According to the reviewer`s comment, we have described a justification of including redundant variables in the main text as follows (Page 10 line 332~); “There are some redundancies among the predictor variables used in the final model. For instance, both eGFR value and CKD stage were used as predictor variables. Although we made effort to reduce such redundancies in the variable selection process, they could not be fully removed for maintaining the satisfactory prediction performance of the model. The machine learning modeling algorithm such as the XGB modeling is effective when there are several types of relationships between explanatory variables and objective variables dependent on other variables. Therefore, the application of the machine learning algorithm can aid in the risk prediction based on the numerous types of clinical variables.”

 

 

  1. Accuracy is a common assessment for a prediction model. Why didn't the authors specify accuracy in the study?
    Response: The reason for employing the sensitivity, specificity, PPV, and NPV for the model performance was that those measures are commonly used in the clinical research. Nevertheless, we assessed AUROC, which is commonly used as the performance metrics, as the primary measure of the performance of risk predictions for the model selection and the validation analyses.

 

 

  1. The author may cite this article when reporting the risk of CV outcomes and decreased eGFR and hyperkalemia. Fauvel JP, Gueyffier F, Thijs L, Ducher M. Combined effect of renal function and serum potassium level in sudden cardiac death in aging hypertensive subjects. Hypertens Res. 2018 Jun;41(6):469-474.

Response: We appreciate for the reviewer’s suggestion. Based on the comment, this article has been referenced in the main text (Page 3 line 70) as described below with the citation.

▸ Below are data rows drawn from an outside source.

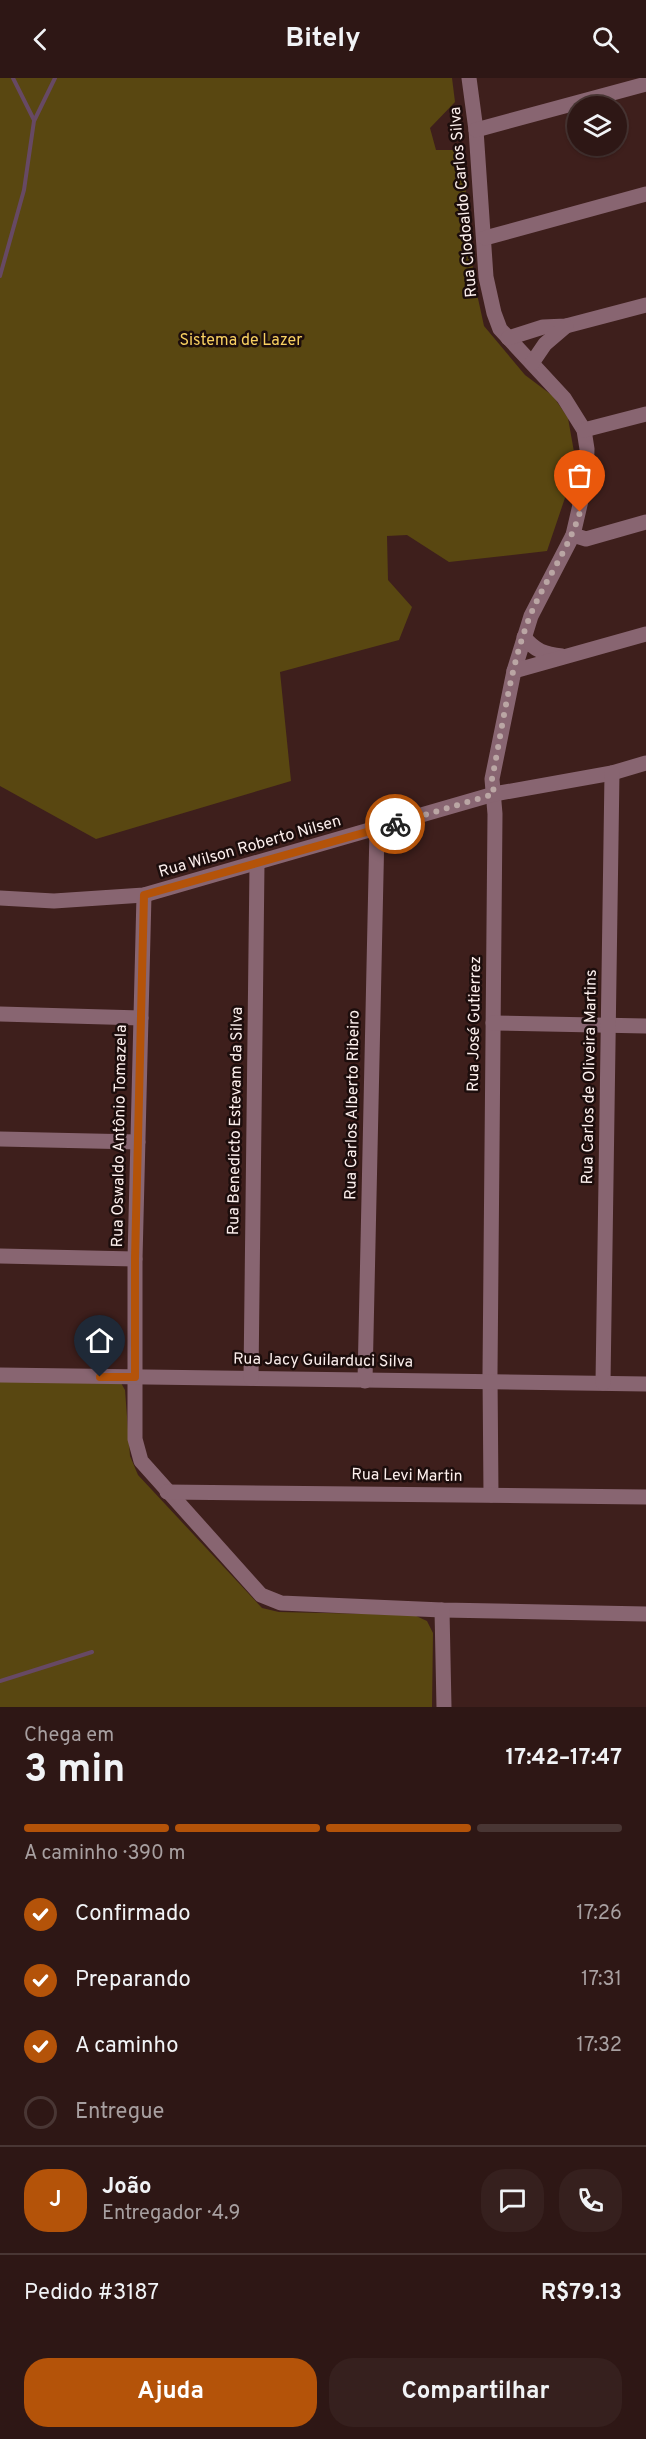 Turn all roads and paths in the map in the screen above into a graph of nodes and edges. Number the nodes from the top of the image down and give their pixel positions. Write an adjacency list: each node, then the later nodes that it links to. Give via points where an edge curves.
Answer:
1 (470, 78): 3 (street, Rua Clodoaldo Carlos Silva)
2 (646, 84): 3 (street)
3 (476, 130): 5 (street, Rua Clodoaldo Carlos Silva)
4 (646, 194): 5 (street)
5 (485, 238): 8 (street, Rua Clodoaldo Carlos Silva, via 486,277 494,314)
6 (646, 305): 7 (street)
7 (566, 326): 8 (street, via 543,327); 9 (street, via 544,344)
8 (508, 338): 9 (street, Rua Clodoaldo Carlos Silva)
9 (532, 363): 11 (street, Rua Clodoaldo Carlos Silva, via 564,398)
10 (646, 414): 11 (street)
11 (585, 430): 13 (street, via 586,479)
12 (646, 522): 13 (street, via 586,539)
13 (573, 535): 15 (street, via 531,616)
14 (646, 634): 16 (street)
15 (524, 638): 16 (street, via 545,654); 17 (street)
16 (565, 657): 17 (street)
17 (514, 671): 20 (street, Rua José Gutierrez, via 492,779)
18 (646, 763): 19 (street, Rua Wilson Roberto Nilsen)
19 (612, 772): 20 (street, Rua Wilson Roberto Nilsen); 28 (street, Rua Carlos de Oliveira Martins)
20 (494, 794): 21 (street, Rua Wilson Roberto Nilsen); 27 (street, Rua José Gutierrez)
21 (377, 829): 22 (street, Rua Wilson Roberto Nilsen); 37 (street, Rua Carlos Alberto Ribeiro)
22 (257, 864): 23 (street, Rua Wilson Roberto Nilsen); 36 (street, Rua Benedicto Estevam da Silva)
23 (144, 895): 24 (street, Rua Wilson Roberto Nilsen, via 54,901); 26 (street, Rua Oswaldo Antônio Tomazela)
24 (0, 898)
25 (0, 1014): 26 (street)
26 (141, 1018): 31 (street, Rua Oswaldo Antônio Tomazela)
27 (493, 1023): 28 (street); 38 (street, Rua José Gutierrez)
28 (609, 1026): 29 (street); 39 (street, Rua Carlos de Oliveira Martins)
29 (646, 1026)
30 (0, 1139): 31 (street)
31 (138, 1142): 33 (street, Rua Oswaldo Antônio Tomazela)
32 (0, 1256): 33 (street)
33 (135, 1259): 35 (street, Rua Oswaldo Antônio Tomazela)
34 (0, 1375): 35 (street, Rua Jacy Guilarduci Silva)
35 (135, 1377): 36 (street, Rua Jacy Guilarduci Silva); 41 (street, Rua Oswaldo Antônio Tomazela, via 135,1439 141,1461)
36 (251, 1378): 37 (street, Rua Jacy Guilarduci Silva)
37 (365, 1381): 38 (street, Rua Jacy Guilarduci Silva)
38 (490, 1381): 39 (street, Rua Jacy Guilarduci Silva); 42 (street, Rua José Gutierrez)
39 (603, 1383): 40 (street, Rua Jacy Guilarduci Silva)
40 (646, 1384)
41 (167, 1492): 42 (street, Rua Levi Martin); 44 (street, Rua Oswaldo Antônio Tomazela, via 261,1595 281,1603)
42 (491, 1495): 43 (street, Rua Levi Martin)
43 (646, 1497)
44 (442, 1610): 45 (street, Rua Oswaldo Antônio Tomazela); 46 (street)
45 (646, 1614)
46 (444, 1707)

“Moreover, increased risks of long-term cardiovascular and renal outcomes with a rapid decline of kidney function in hyperkalemic patients were reported. [Ref 15]”

 

 

Response to the reviewer #2

 

The paper entitled: "Machine Learning Models Predicting Cardiovascular and Renal Outcomes and Mortality in Patients with Hyperkalemia" is a study to evaluate machine learning to develop predictive models in hyperkalemic patients. Risk prediction models were assessed using extreme gradient boosting (XGB), multiple logistic regression (LR), and deep neural network. The authors concluded that machine learning allows for detecting hyperkalemic patients at high risk of mortality and cardiovascular and renal outcomes. 

Response: We would really appreciate for the reviewer’s insightful comments and suggestions. Based on the comments and suggestion provided, we made a revision in the manuscript to improve the clarity for readers. Below please find our point-by-point responses to each comment. We hope that our responses would adequately answer the main points of the reviewer’s comment.

 

 

  1. The authors defined hyperkalemia as a serum value above 5.1 mmmol/l. This definition of hyperkalemia is not universally accepted, and I suggest assessing the predictive model using 5.5 mmol/L as the threshold to determine hyperkalemia.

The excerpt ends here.